Conversely, active TB is an important factor in the acceleration of AIDS infection in people. A major challenge with HIV-TB co-infections is that TB is far more difficult to diagnose and treat in people with HIV. PLHIV with TB have a lower concentration of the TB bacterium in their sputum. Also, extra-pulmonary TB, which is more common in people with HIV as compared to TB of the lungs, cannot be detected by a sputum test or chest X-rays. This explains why post-mortem autopsies suggest that in almost half of HIV-positive people who lost their lives to TB, the disease was undiagnosed at the time of their death. Another challenge is monitoring the treatment of HIV-TB co-infected patients because of the possibility of adverse side-effects and drug-drug interactions. Treatment of TB can also take longer in patients with HIV and even after completion of their TB treatment PLHIV are vulnerable to getting re-infected with TB.
Addressing the HIV-TB co-epidemic is a global need. In 2004 the World Health Organisation endorsed a policy approach focused on tackling the two diseases in a collaborative manner, for the first time. WHO estimates that since 2005, joint interventions for HIV and TB have saved approximately 5.8 million lives. In India, there is a high dual burden of HIV and TB. It is estimated that 5% of TB patients are also infected with HIV. The situation is further complicated because India is a large country with widely varying health system capacities across different states. Late diagnosis of HIV is another challenge. During a webinar organised by CNS in the lead up to the International TB Conference and 21st International AIDS Conference, Dr KS Sachdeva, Deputy Director General of National AIDS Control Organisation (NACO), Ministry of Health and Family Welfare, India, highlighted that in India around 85% of all registered TB patients know their HIV status. There is, however wide regional disparity and in some states this is as low as 43%.

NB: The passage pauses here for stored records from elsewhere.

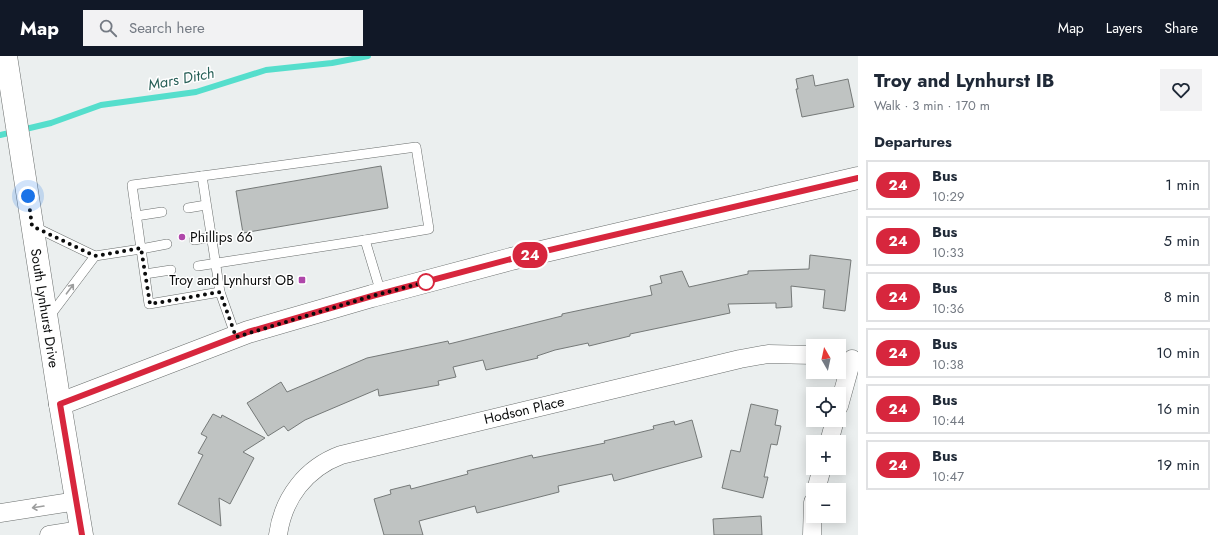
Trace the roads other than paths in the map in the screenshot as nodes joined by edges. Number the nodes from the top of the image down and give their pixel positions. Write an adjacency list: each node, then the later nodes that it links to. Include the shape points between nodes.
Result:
1 (6, 56): 8 (street, South Lynhurst Drive)
2 (202, 176): 4 (lane); 7 (lane, via 132,185); 11 (lane, via 416,147 429,229)
3 (858, 178): 20 (street, via 511,259)
4 (206, 205): 5 (lane); 9 (lane)
5 (188, 208)
6 (162, 212): 7 (lane)
7 (136, 216): 13 (lane)
8 (32, 226): 14 (lane); 21 (street, South Lynhurst Drive)
9 (211, 237): 10 (lane); 15 (lane)
10 (194, 240)
11 (365, 240): 15 (lane); 20 (lane)
12 (167, 244): 13 (lane)
13 (141, 248): 14 (lane); 18 (lane)
14 (95, 256): 21 (lane, one-way to 14)
15 (215, 264): 16 (lane); 19 (lane)
16 (198, 266)
17 (171, 270): 18 (lane)
18 (145, 274): 19 (lane, via 150,304)
19 (220, 292): 22 (lane)
20 (381, 293): 22 (street)
21 (47, 320): 26 (street, South Lynhurst Drive)
22 (236, 337): 26 (street)
23 (806, 355): 32 (street, Hodson Place, via 768,354 740,359 341,454 315,468 304,478 284,507)
24 (850, 359): 25 (street)
25 (843, 387)
26 (60, 404): 27 (street, South Lynhurst Drive)
27 (77, 501): 28 (street, one-way to 28); 30 (street, South Lynhurst Drive)
28 (0, 513)
29 (812, 523): 33 (street)
30 (82, 533): 31 (street)
31 (49, 535)
32 (278, 535)
33 (812, 535)

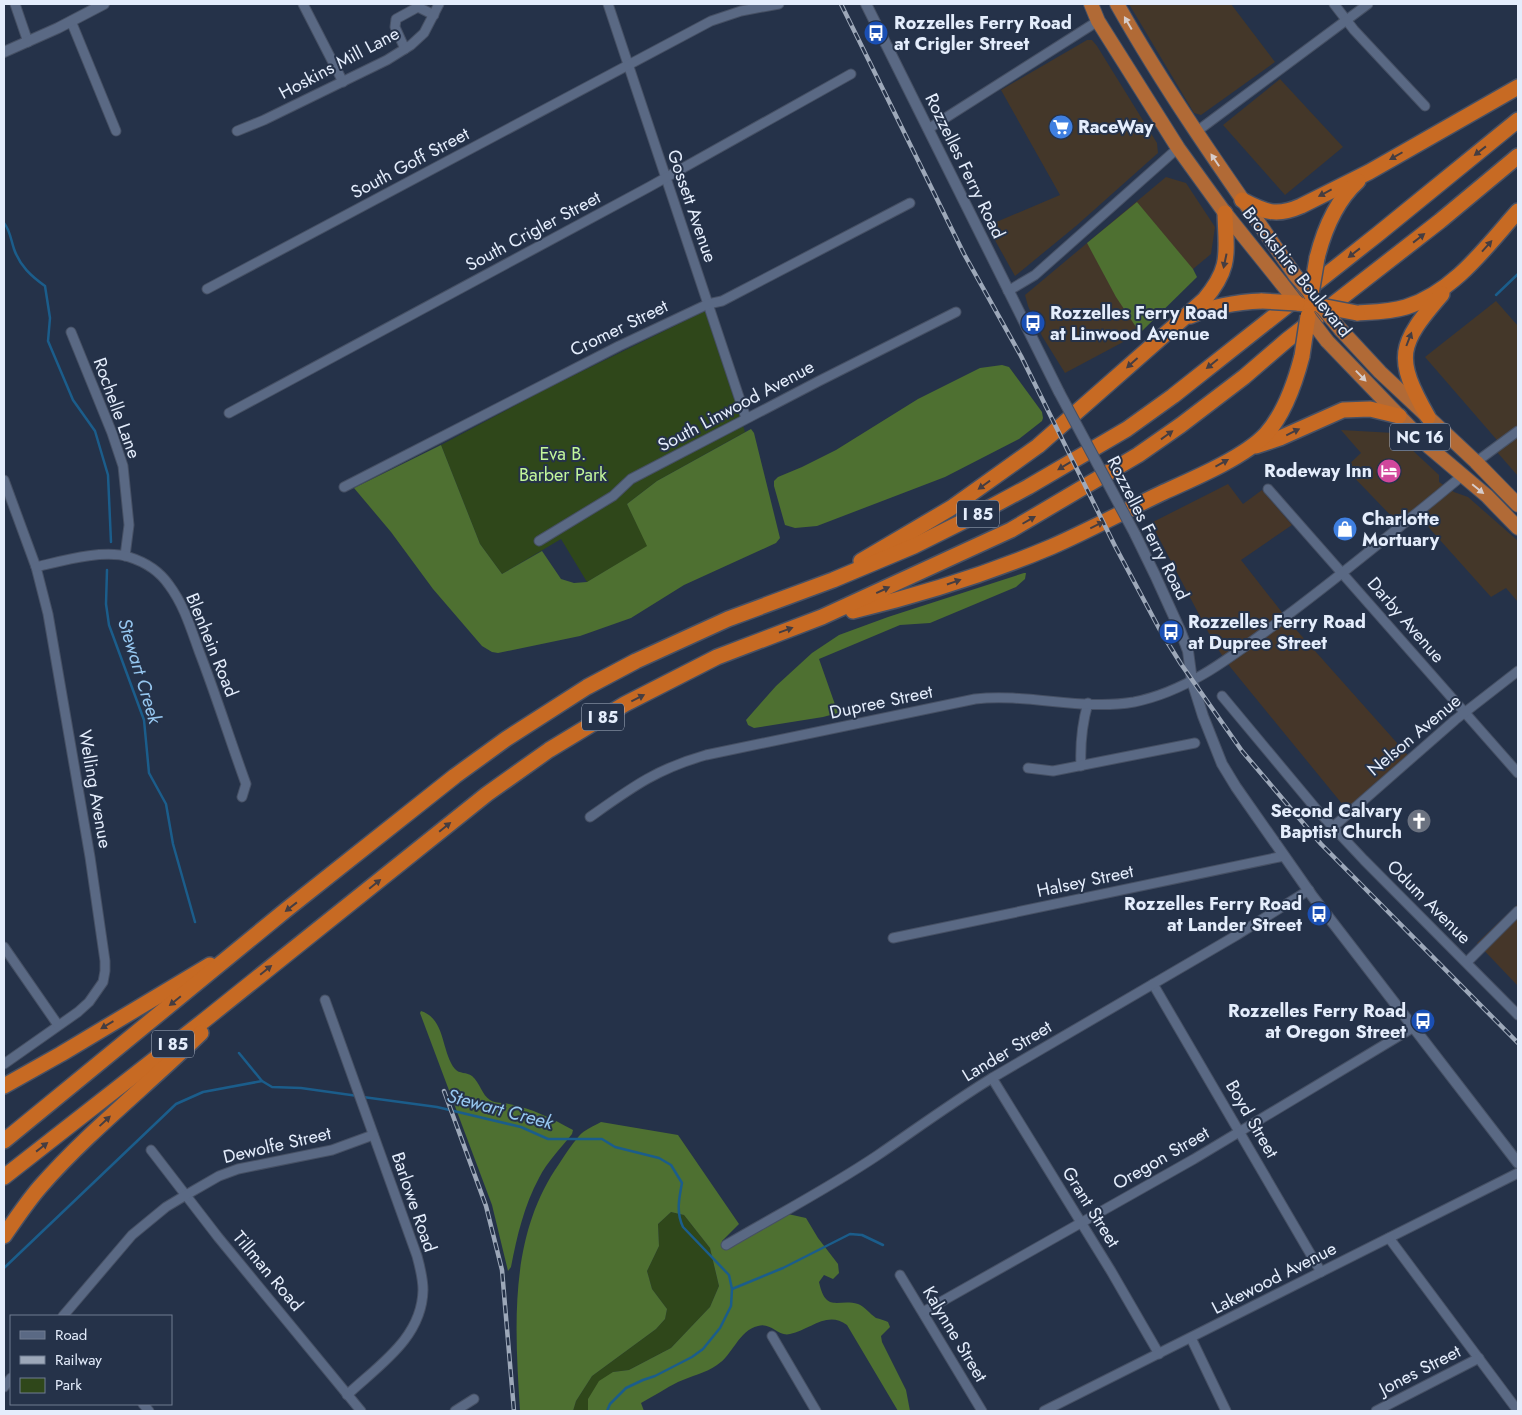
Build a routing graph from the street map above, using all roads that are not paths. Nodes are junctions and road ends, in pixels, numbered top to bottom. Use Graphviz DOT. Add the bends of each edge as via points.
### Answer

It is vital that all PLHIV are tested for TB and similarly every active TB patient must be tested for HIV. Also, all PLHIV should be given Isoniazid preventive therapy as well as be put on ART early on, irrespective of their CD4 count. TB infection control must also be ensured in healthcare and other settings. For those who are diagnosed with both TB and HIV, Cotrimoxazole preventive therapy and ART is crucial. Close coordination between TB and HIV interventions is needed in order to control the co-epidemic. Ideally, health services focused on TB and HIV should be at the same location, as the communities that are affected by the co-epidemic are often the same. Sustained advocacy is also required so that collaboration between different types of interventions for the two diseases can be ensured.